Census of Antarctic Marine Life
- Abbreviation: CAML
- Formation: 2005
- Type: Biological census
- Headquarters: Australian Antarctic Division
- Region served: Antarctica
- Parent organization: Census of Marine Life
- Website: www.caml.aq

= Census of Antarctic Marine Life =

Field project to research the marine biodiversity of Antarctica

The Census of Antarctic Marine Life (CAML) is a field project of the Census of Marine Life that researches the marine biodiversity of Antarctica, how it is affected by climate change, and how this change is altering the ecosystem of the Southern Ocean.
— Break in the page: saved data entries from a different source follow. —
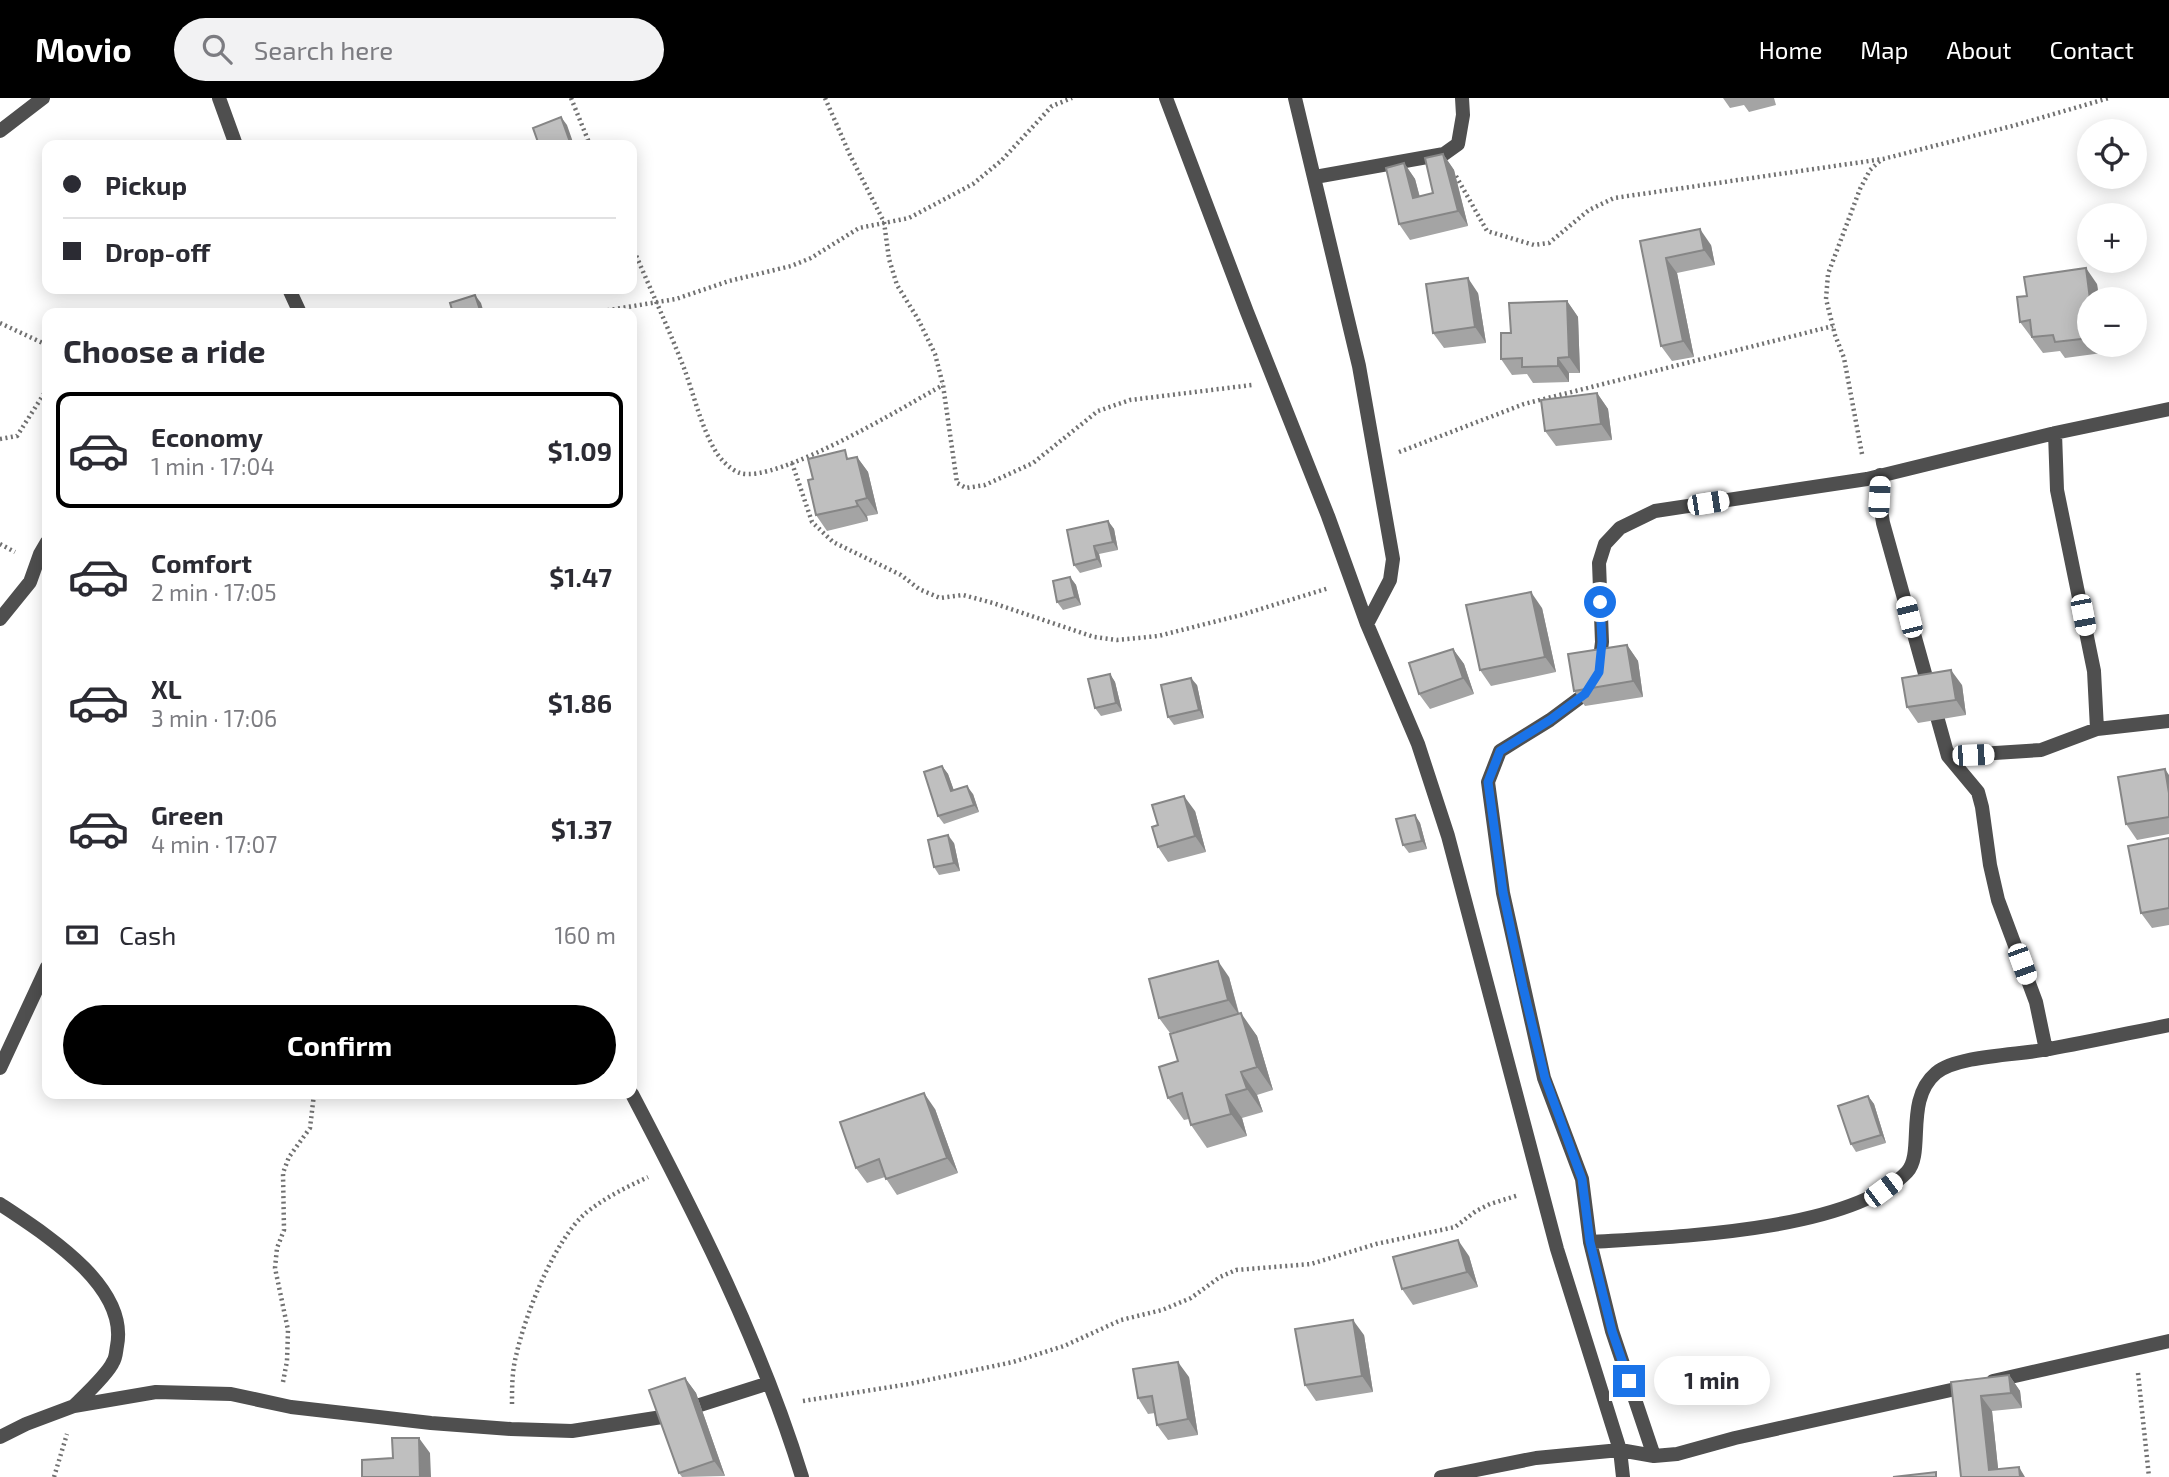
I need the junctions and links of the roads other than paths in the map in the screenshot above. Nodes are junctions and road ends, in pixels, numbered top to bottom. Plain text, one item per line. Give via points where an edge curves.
1 (43, 98) edge
2 (219, 98) edge
3 (1166, 98) edge
4 (1295, 98) edge
5 (1462, 98) edge
6 (0, 131) edge
7 (234, 140) edge
8 (1315, 177) junction
9 (2169, 409) edge
10 (2055, 433) junction
11 (1873, 477) junction
12 (42, 551) edge
13 (0, 619) edge
14 (1367, 624) junction
15 (2169, 721) edge
16 (2097, 729) junction
17 (1948, 756) junction
18 (42, 978) edge
19 (2169, 1025) edge
20 (2046, 1050) junction
21 (0, 1068) edge
22 (635, 1099) edge
23 (0, 1205) edge
24 (1590, 1242) junction
25 (2169, 1341) edge
26 (769, 1383) junction
27 (74, 1406) junction
28 (0, 1437) edge
29 (1620, 1450) junction
30 (1654, 1456) junction
31 (802, 1477) edge
32 (1441, 1477) edge
33 (1623, 1477) edge

1 - 6 street
2 - 7 street
3 - 14 street
4 - 8 street
5 - 8 street via 1458,144 1444,154
8 - 14 street via 1359,366 1393,559 1390,580
9 - 10 street
10 - 11 street
10 - 16 street via 2057,490 2094,671
11 - 17 street
11 - 24 street via 1655,511 1620,528 1605,544 1599,563 1599,672 1585,694 1500,751 1488,782 1503,892 1523,987 1545,1078 1582,1179
12 - 13 street via 30,582
14 - 29 street via 1418,744 1448,836 1557,1249
15 - 16 street
16 - 17 street via 2041,750
17 - 20 street via 1978,792 1998,900 2036,1002
18 - 21 street
19 - 20 street
20 - 24 street via 1959,1062 1935,1073 1915,1115 1909,1171 1883,1190 1836,1212 1716,1234
22 - 26 street via 749,1329
23 - 27 street via 71,1256 102,1288 116,1315 118,1339 113,1362
24 - 30 street via 1612,1331
25 - 30 street
26 - 27 street via 662,1417 572,1431 363,1416 231,1395 156,1392
26 - 31 street
27 - 28 street
29 - 30 street
29 - 32 street via 1536,1458
29 - 33 street

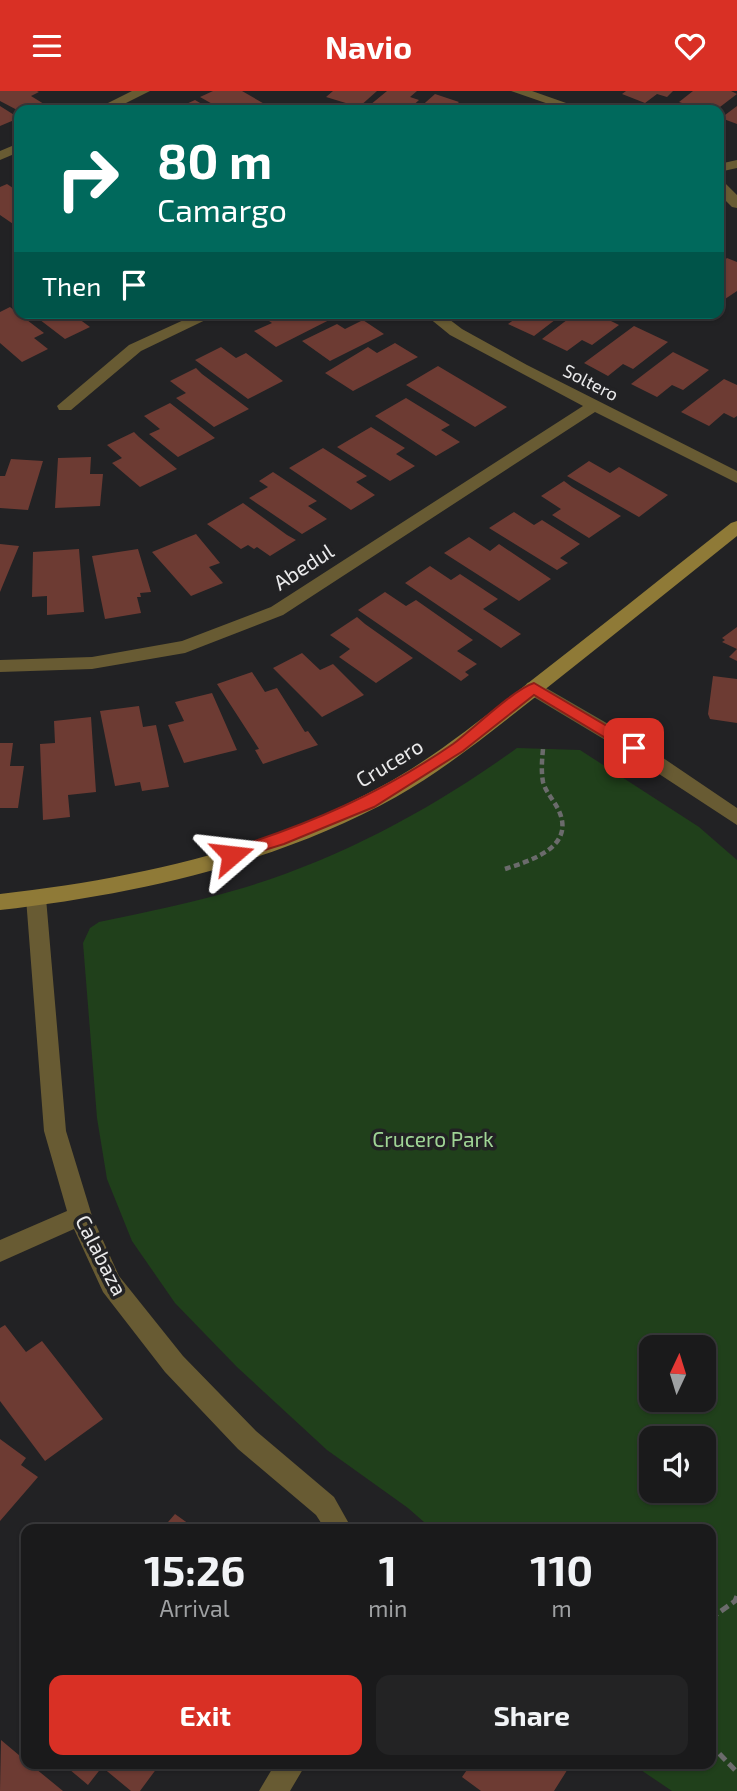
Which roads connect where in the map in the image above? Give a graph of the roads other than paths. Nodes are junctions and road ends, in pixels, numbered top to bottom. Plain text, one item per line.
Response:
1 (143, 91) edge
2 (518, 91) edge
3 (112, 105) edge
4 (563, 105) edge
5 (724, 190) edge
6 (737, 204) edge
7 (199, 319) edge
8 (439, 319) edge
9 (65, 406) dead end
10 (594, 406) junction
11 (737, 478) edge
12 (737, 527) edge
13 (0, 666) edge
14 (534, 688) junction
15 (737, 818) edge
16 (36, 898) junction
17 (0, 902) edge
18 (80, 1216) junction
19 (0, 1251) edge
20 (336, 1524) edge
21 (288, 1769) edge
22 (273, 1791) edge

1 - 3 street
2 - 4 street
5 - 6 street
7 - 9 street
8 - 10 street, Soltero
10 - 11 street, Soltero
10 - 13 street, Abedul
12 - 14 street, Crucero
14 - 15 street
14 - 16 street, Crucero
16 - 17 street, Crucero
16 - 18 street, Calabaza
18 - 19 street
18 - 20 street, Calabaza
21 - 22 street

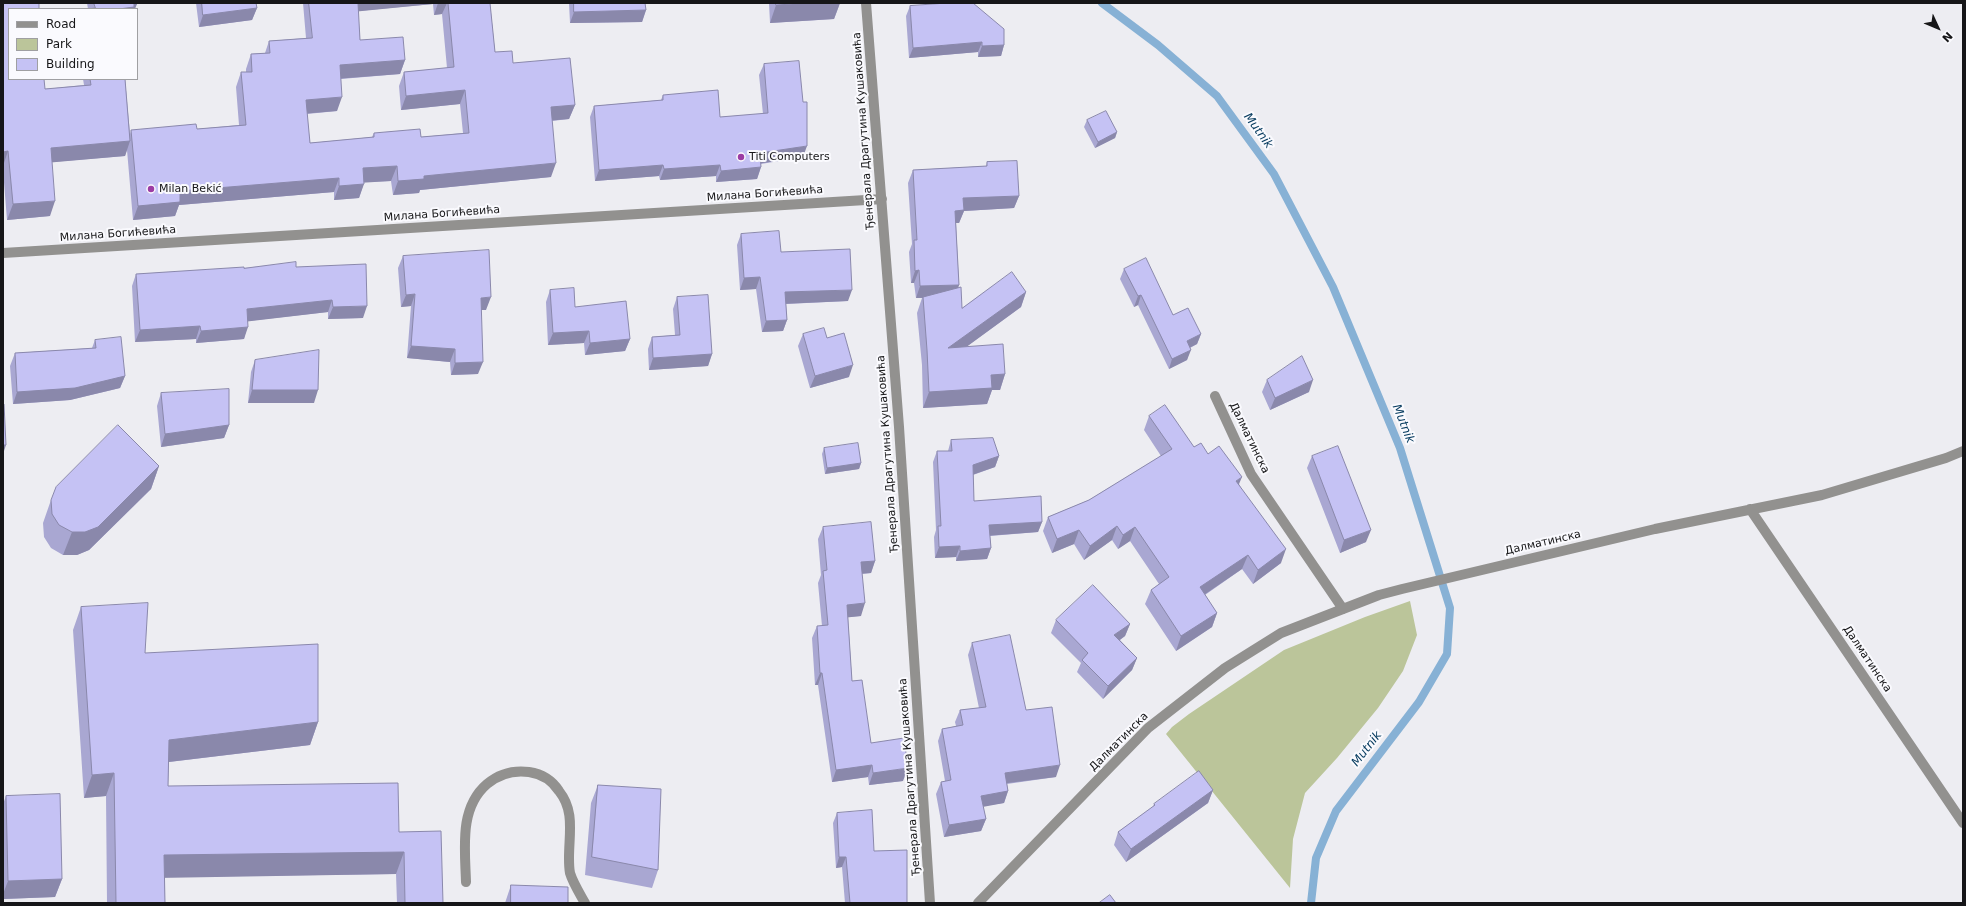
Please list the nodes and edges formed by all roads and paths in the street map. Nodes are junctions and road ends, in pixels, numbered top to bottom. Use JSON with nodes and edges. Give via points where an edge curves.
{"nodes":[{"id":1,"x":866,"y":3,"type":"edge"},
{"id":2,"x":882,"y":199,"type":"junction"},
{"id":3,"x":3,"y":253,"type":"edge"},
{"id":4,"x":1215,"y":396,"type":"dead end"},
{"id":5,"x":1963,"y":451,"type":"edge"},
{"id":6,"x":1750,"y":509,"type":"junction"},
{"id":7,"x":1343,"y":609,"type":"junction"},
{"id":8,"x":1963,"y":823,"type":"edge"},
{"id":9,"x":466,"y":882,"type":"dead end"},
{"id":10,"x":585,"y":903,"type":"edge"},
{"id":11,"x":930,"y":903,"type":"edge"},
{"id":12,"x":978,"y":903,"type":"edge"}],
"edges":[{"from":1,"to":2,"type":"street","name":"Ђенерала Драгутина Кушаковића"},
{"from":2,"to":3,"type":"street","name":"Милана Богићевића"},
{"from":2,"to":11,"type":"street","name":"Ђенерала Драгутина Кушаковића"},
{"from":4,"to":7,"type":"street","name":"Далматинска","via":[[1251,474]]},
{"from":5,"to":6,"type":"street","name":"Далматинска","via":[[1822,495]]},
{"from":6,"to":7,"type":"street","name":"Далматинска","via":[[1461,574],[1379,595]]},
{"from":6,"to":8,"type":"street","name":"Далматинска"},
{"from":7,"to":12,"type":"street","name":"Далматинска","via":[[1280,633],[1226,668],[1148,728]]},
{"from":9,"to":10,"type":"street","via":[[464,832],[471,807],[479,792],[493,779],[506,773],[521,771],[540,774],[555,785],[565,798],[571,817],[570,872]]}]}
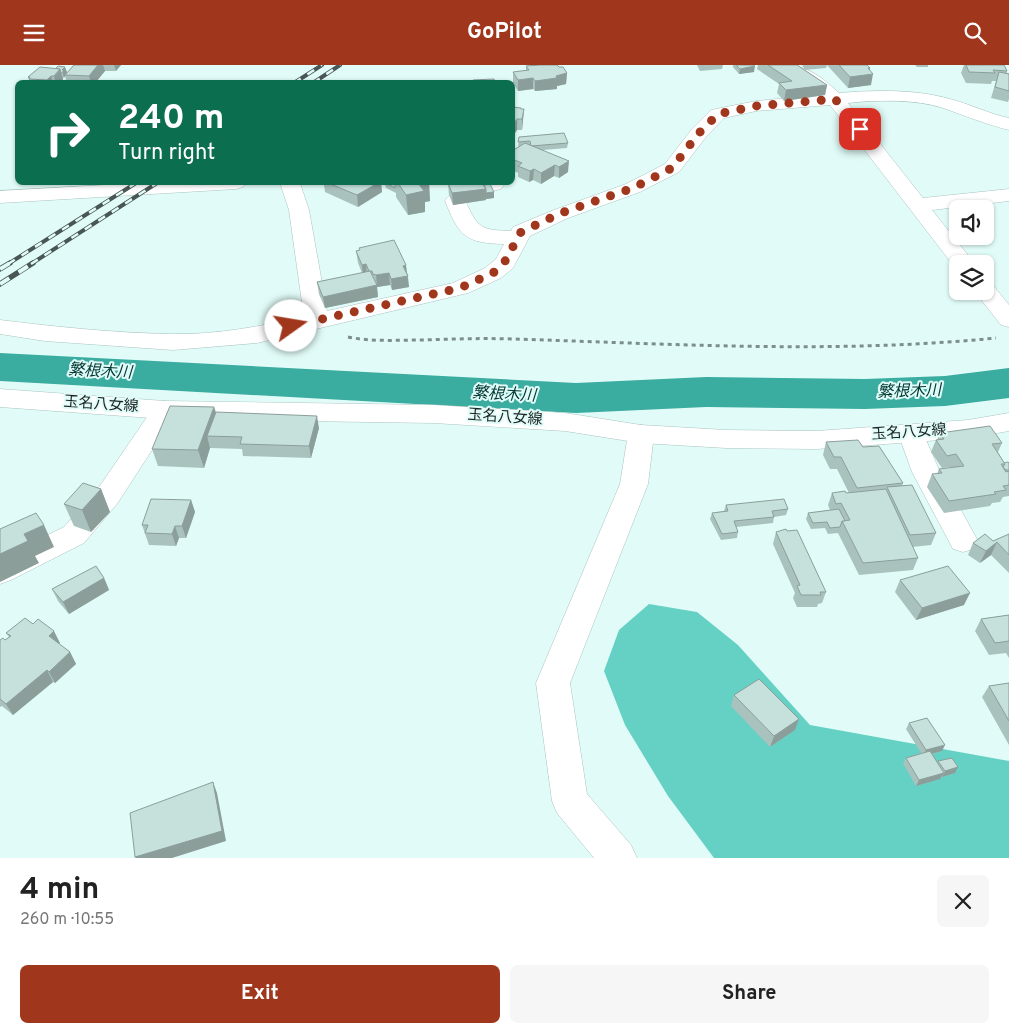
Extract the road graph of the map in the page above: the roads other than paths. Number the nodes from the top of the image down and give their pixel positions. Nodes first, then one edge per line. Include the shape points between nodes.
1 (783, 65) edge
2 (835, 99) junction
3 (1009, 124) edge
4 (202, 185) edge
5 (291, 185) edge
6 (494, 185) dead end
7 (1009, 195) edge
8 (0, 197) edge
9 (918, 205) junction
10 (518, 238) junction
11 (957, 255) edge
12 (990, 300) edge
13 (317, 321) junction
14 (0, 327) edge
15 (1005, 329) edge
16 (0, 398) edge
17 (165, 410) junction
18 (1009, 422) edge
19 (911, 433) junction
20 (641, 434) junction
21 (962, 541) dead end
22 (0, 572) edge
23 (618, 858) edge

1 - 2 street via 815,81
2 - 3 street via 911,97 946,103
2 - 9 street
2 - 10 street via 756,106 718,114 672,168 633,188 533,225 521,232
4 - 8 street
5 - 13 street via 299,210
6 - 10 street via 468,191 455,201 465,225 484,237
7 - 9 street
9 - 11 street
10 - 13 street via 504,263 493,273 460,288
12 - 15 street
13 - 14 street via 257,335 173,342
16 - 17 street, 玉名八女線
17 - 20 street, 玉名八女線 via 434,414 565,422
17 - 22 street via 107,497 74,535
18 - 19 street, 玉名八女線
19 - 20 street, 玉名八女線 via 817,441
19 - 21 street via 926,472
20 - 23 street via 634,483 553,683 570,801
The program started in 2005 as a 5-year initiative with the scientific goal being to study the evolution of life in Antarctic waters, to determine how this has influenced the diversity of the present biota, and use these observations to predict how it might respond to future change. However, due to modern and extravagant changes within technology, we are able to witness and influence biodiversity reproduction and development. This enables us to gain further insight toward characteristics that allow such biodiversity to flourish within this barren desert referred to as the Antarctic.

CAML has collected its data from 18 Antarctic research vessels during the International Polar Year, which is freely accessible at Scientific Committee on Antarctic Research Marine Biodiversity Information Network (SCAR-MarBIN). The Register of Antarctic Marine Species has 9,350 verified species (16,500 taxa) in 17 phyla, from microbes to whales. For 1500 species the DNA barcode is available.

The information from CAML is a robust baseline against which future change may be measured.